Текст книги "Вельяминовы. Время бури. Книга третья"
Автор книги: Нелли Шульман
Жанр: Историческая литература, Современная проза
Возрастные ограничения: +18
сообщить о неприемлемом содержимом
Текущая страница: 8 (всего у книги 38 страниц)
Джинджин-Сумэ
Генерал-лейтенант Комацубара, командующий японскими силами под Халхин-Голом, сидел на подоконнике кабинета, покуривая сигарету. По широкой, разбитой дороге пылили грузовики с солдатами. Потрепанные на восточном берегу реки войска отводили в тыл. Джинджин-Сумэ, если судить по карте, был поселком. На местности, кроме развалин старого буддийского монастыря, и десятка юрт, больше ничего не имелось. Юрты убрали с началом военных действий, в мае. Кочевников, монголов, под страхом смертной казни, заставили сняться с места и уйти во внутренние районы.

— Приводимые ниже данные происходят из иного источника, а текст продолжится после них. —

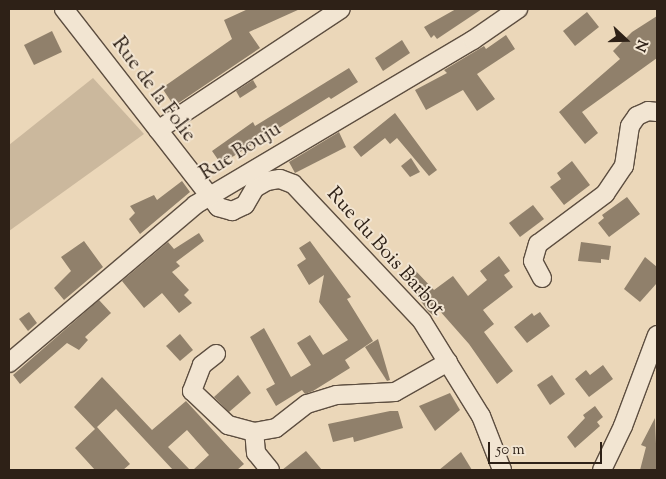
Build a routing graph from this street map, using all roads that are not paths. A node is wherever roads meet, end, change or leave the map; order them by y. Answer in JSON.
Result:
{"nodes":[{"id":1,"x":64,"y":9,"type":"edge"},
{"id":2,"x":341,"y":9,"type":"edge"},
{"id":3,"x":518,"y":9,"type":"edge"},
{"id":4,"x":657,"y":112,"type":"edge"},
{"id":5,"x":158,"y":130,"type":"junction"},
{"id":6,"x":207,"y":197,"type":"junction"},
{"id":7,"x":542,"y":278,"type":"dead end"},
{"id":8,"x":657,"y":334,"type":"edge"},
{"id":9,"x":216,"y":354,"type":"dead end"},
{"id":10,"x":448,"y":362,"type":"junction"},
{"id":11,"x":9,"y":363,"type":"edge"},
{"id":12,"x":254,"y":432,"type":"junction"},
{"id":13,"x":270,"y":470,"type":"edge"},
{"id":14,"x":502,"y":470,"type":"edge"},
{"id":15,"x":602,"y":470,"type":"edge"}],
"edges":[{"from":1,"to":5,"type":"street","name":"Rue de la Folie"},
{"from":2,"to":5,"type":"street"},
{"from":3,"to":6,"type":"street","name":"Rue Bouju"},
{"from":4,"to":7,"type":"street"},
{"from":5,"to":6,"type":"street","name":"Rue de la Folie"},
{"from":6,"to":10,"type":"street","name":"Rue du Bois Barbot"},
{"from":6,"to":11,"type":"street","name":"Rue Bouju"},
{"from":8,"to":15,"type":"street"},
{"from":9,"to":12,"type":"street"},
{"from":10,"to":12,"type":"street"},
{"from":10,"to":14,"type":"street","name":"Rue du Bois Barbot"},
{"from":12,"to":13,"type":"street"}]}
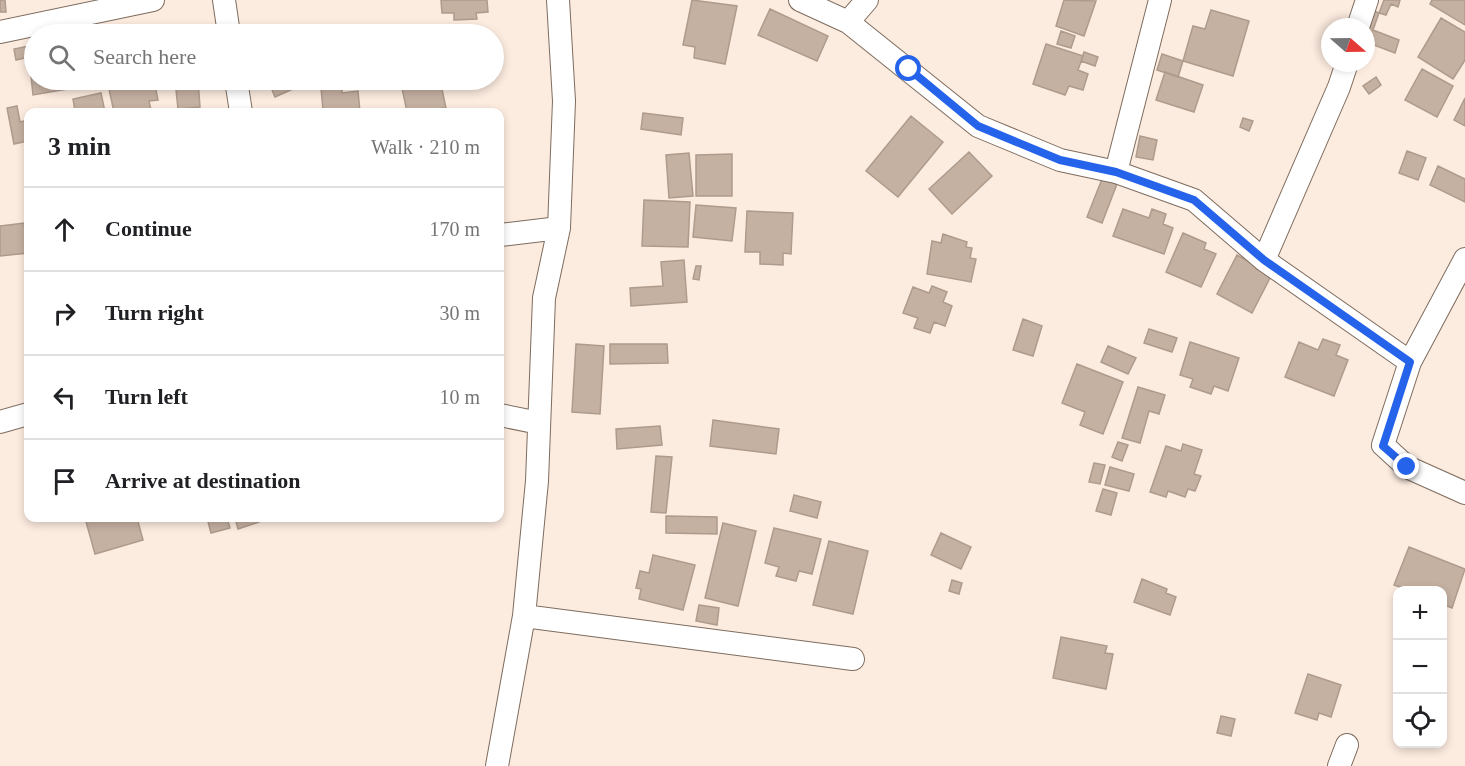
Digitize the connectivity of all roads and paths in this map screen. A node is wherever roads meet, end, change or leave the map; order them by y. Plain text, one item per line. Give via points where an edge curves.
1 (153, 0) edge
2 (224, 0) edge
3 (558, 0) edge
4 (800, 0) edge
5 (867, 0) edge
6 (1160, 0) edge
7 (1367, 0) edge
8 (1361, 18) edge
9 (848, 22) junction
10 (38, 24) edge
11 (228, 24) edge
12 (24, 27) edge
13 (0, 32) edge
14 (1344, 72) edge
15 (238, 90) edge
16 (240, 108) edge
17 (1116, 172) junction
18 (559, 228) junction
19 (504, 235) edge
20 (1465, 259) edge
21 (1264, 260) junction
22 (1410, 362) junction
23 (24, 415) edge
24 (504, 416) edge
25 (0, 422) edge
26 (539, 423) junction
27 (1465, 493) edge
28 (524, 616) junction
29 (853, 659) dead end
30 (1347, 745) dead end
31 (497, 766) edge
32 (1339, 766) edge

1 - 10 street
2 - 11 street
3 - 18 street via 564,101
4 - 9 street
5 - 9 street
6 - 17 street
7 - 8 street
9 - 17 street via 978,126 1060,160
12 - 13 street
14 - 21 street
15 - 16 street
17 - 21 street via 1194,200
18 - 19 street
18 - 26 street via 544,298
20 - 22 street
21 - 22 street
22 - 27 street via 1383,446 1407,467
23 - 25 street
24 - 26 street
26 - 28 street
28 - 29 street
28 - 31 street
30 - 32 street

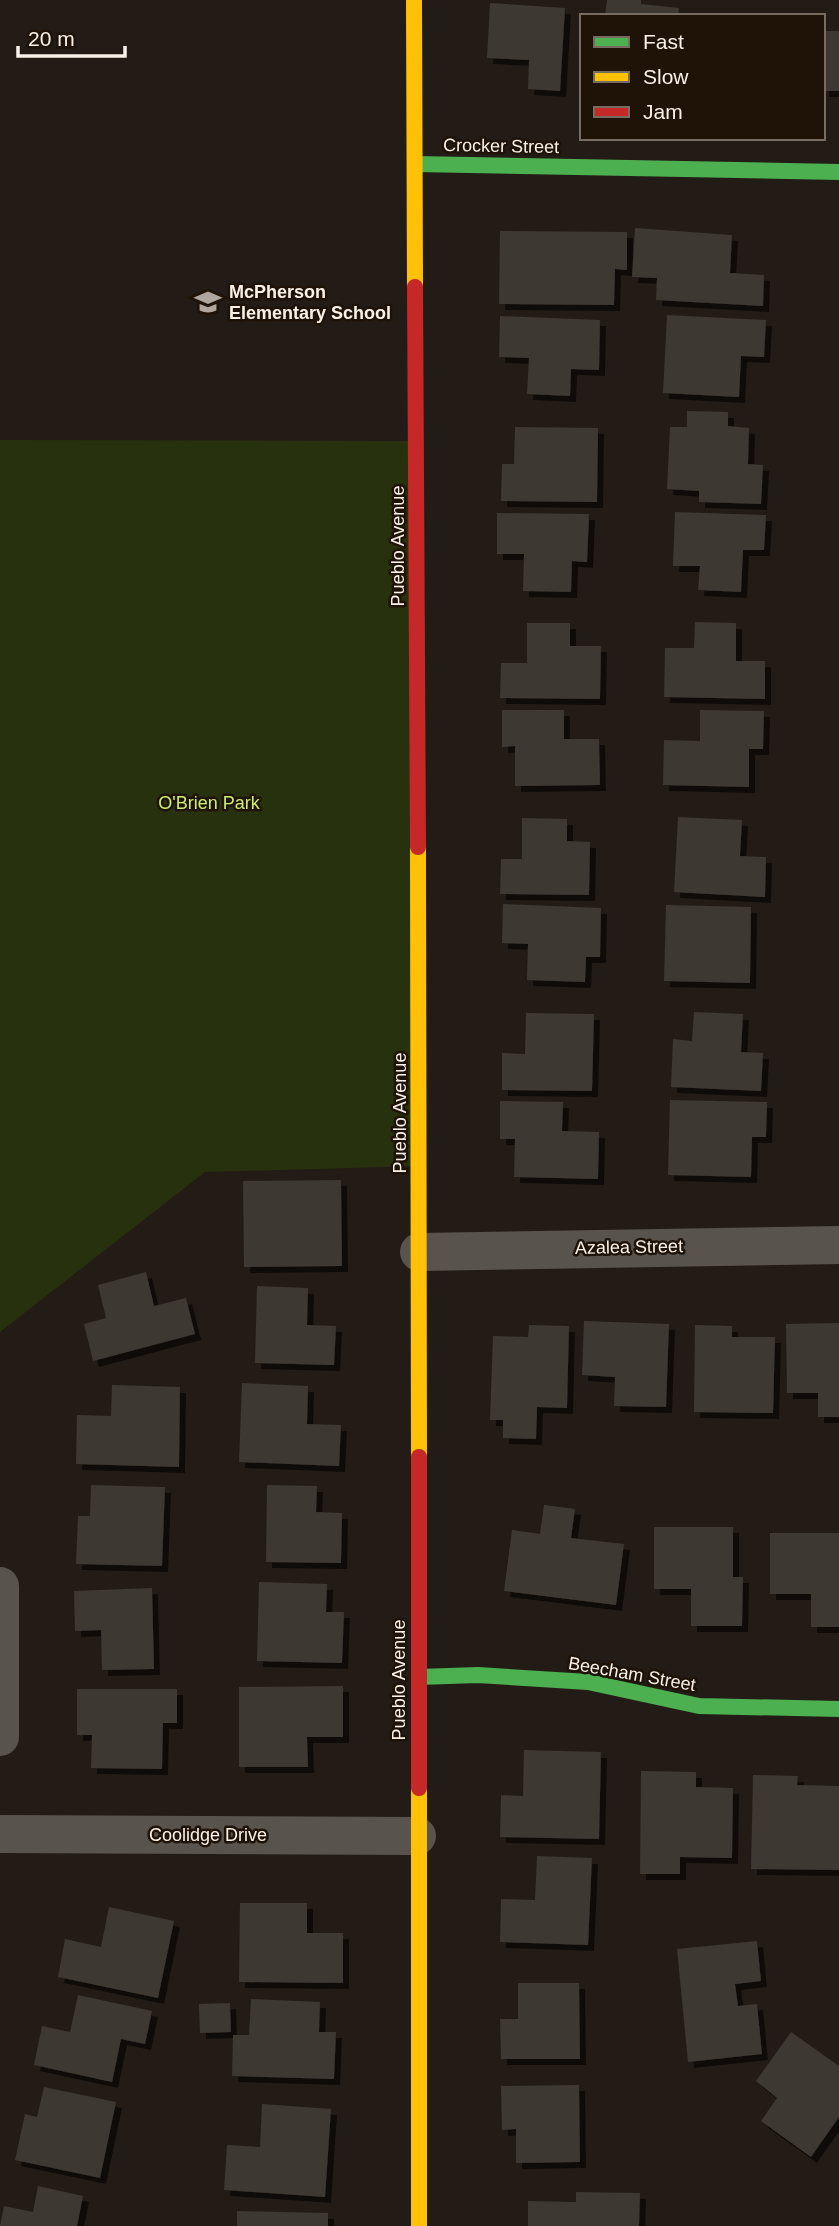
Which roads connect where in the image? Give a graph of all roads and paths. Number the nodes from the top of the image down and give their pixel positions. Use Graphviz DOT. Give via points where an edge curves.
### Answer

На зубах скрипела пыль, в лицо генералу дул жаркий, изнуряющий полуденный ветер пустыни. В папке, у него на коленях, лежали сводки о потерях. В июне военные думали, что им не придется вводить в действие пехоту и танки. Превосходство в воздухе могло решить исход сражения. В Токио многие называли Халхин-Гол, как и Хасан, в прошлом году, откровенной авантюрой. Комацубара летал в Японию, доказывая в министерстве, что двух недель боев на Хасане было мало. У озера русские оказались хорошо подготовленными. Армии не удалось застать их врасплох.
– Только здесь, с авиацией… – Комацубара закашлялся, не от дыма сигареты, а от пыли. Он отпил горячего, зеленого чая:
– Здесь, с авиацией, мы выиграли. Но ненадолго.
В начале июля, после побед в воздухе, они решили перейти в наступление и удержаться на западном берегу реки Халхин-Гол, прорвав оборону русских. Атака удалась, но Советы, на удивление, встряхнулись, и оправились, начав ответные действия. Японцы чуть ли не зубами цеплялись за высоту Баин-Цаган, обеспечивавшую контроль над восточным берегом и обстрел берега западного. Русские выбили армию с холмов. Погибло восемь тысяч солдат, почти все танки и артиллерия. Река лежала за их спинами. Комацубара приказал подорвать единственный понтонный мост.
– Надо заставить войска собраться, – надменно сказал генерал, прислушиваясь к далекой канонаде, – они должны знать, что нельзя делать ни шагу назад.
Кто-то из офицеров, робко заметил:
– Наполеон, при Березине, дал армии возможность переправиться, и только потом подорвал мосты… – в кабинете повисло молчание, прерываемое шуршанием карт. Комацубара, ядовито, отозвался:
– Не думаю, что стоит брать уроки войны у проигравшего полководца… – офицеры вздрогнули. Смуглый кулак с треском опустился на стол. Комацубара заорал:
– Я лично расстреляю, перед строем, труса, позволившего солдатам бежать! Сейчас надо сражаться до последней капли крови…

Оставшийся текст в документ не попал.